TASK TO COMPLETE
Each entry below should appear again exactly as written, without pictures.
+++ MATERIALS PROVIDED
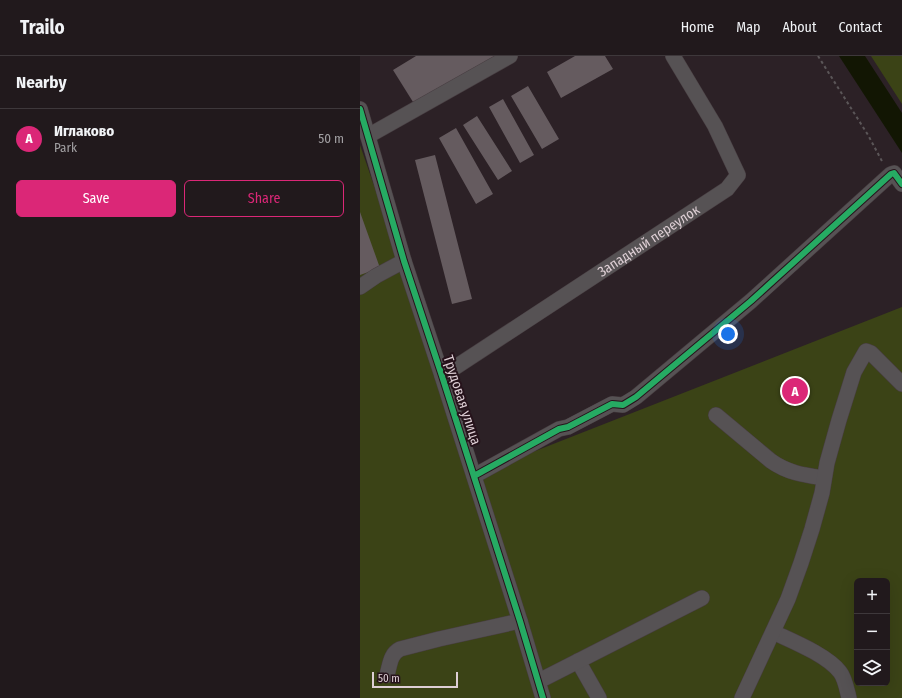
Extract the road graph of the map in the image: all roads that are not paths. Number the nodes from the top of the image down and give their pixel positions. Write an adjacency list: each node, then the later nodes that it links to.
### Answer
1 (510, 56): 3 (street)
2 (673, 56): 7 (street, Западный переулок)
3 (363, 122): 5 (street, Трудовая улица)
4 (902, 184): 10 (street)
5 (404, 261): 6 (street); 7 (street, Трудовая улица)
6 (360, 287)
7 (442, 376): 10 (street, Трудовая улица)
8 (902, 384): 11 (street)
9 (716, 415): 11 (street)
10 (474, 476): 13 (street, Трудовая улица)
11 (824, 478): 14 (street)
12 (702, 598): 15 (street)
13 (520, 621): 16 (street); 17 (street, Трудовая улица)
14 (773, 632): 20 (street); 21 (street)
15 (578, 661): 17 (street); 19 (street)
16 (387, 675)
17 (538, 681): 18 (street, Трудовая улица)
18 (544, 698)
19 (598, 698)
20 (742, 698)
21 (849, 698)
++++++
REPLY
Extract the road graph of the map in the image: all roads that are not paths. Number the nodes from the top of the image down and give their pixel positions. Write an adjacency list: each node, then the later nodes that it links to.
### Answer
1 (510, 56): 3 (street)
2 (673, 56): 7 (street, Западный переулок)
3 (363, 122): 5 (street, Трудовая улица)
4 (902, 184): 10 (street)
5 (404, 261): 6 (street); 7 (street, Трудовая улица)
6 (360, 287)
7 (442, 376): 10 (street, Трудовая улица)
8 (902, 384): 11 (street)
9 (716, 415): 11 (street)
10 (474, 476): 13 (street, Трудовая улица)
11 (824, 478): 14 (street)
12 (702, 598): 15 (street)
13 (520, 621): 16 (street); 17 (street, Трудовая улица)
14 (773, 632): 20 (street); 21 (street)
15 (578, 661): 17 (street); 19 (street)
16 (387, 675)
17 (538, 681): 18 (street, Трудовая улица)
18 (544, 698)
19 (598, 698)
20 (742, 698)
21 (849, 698)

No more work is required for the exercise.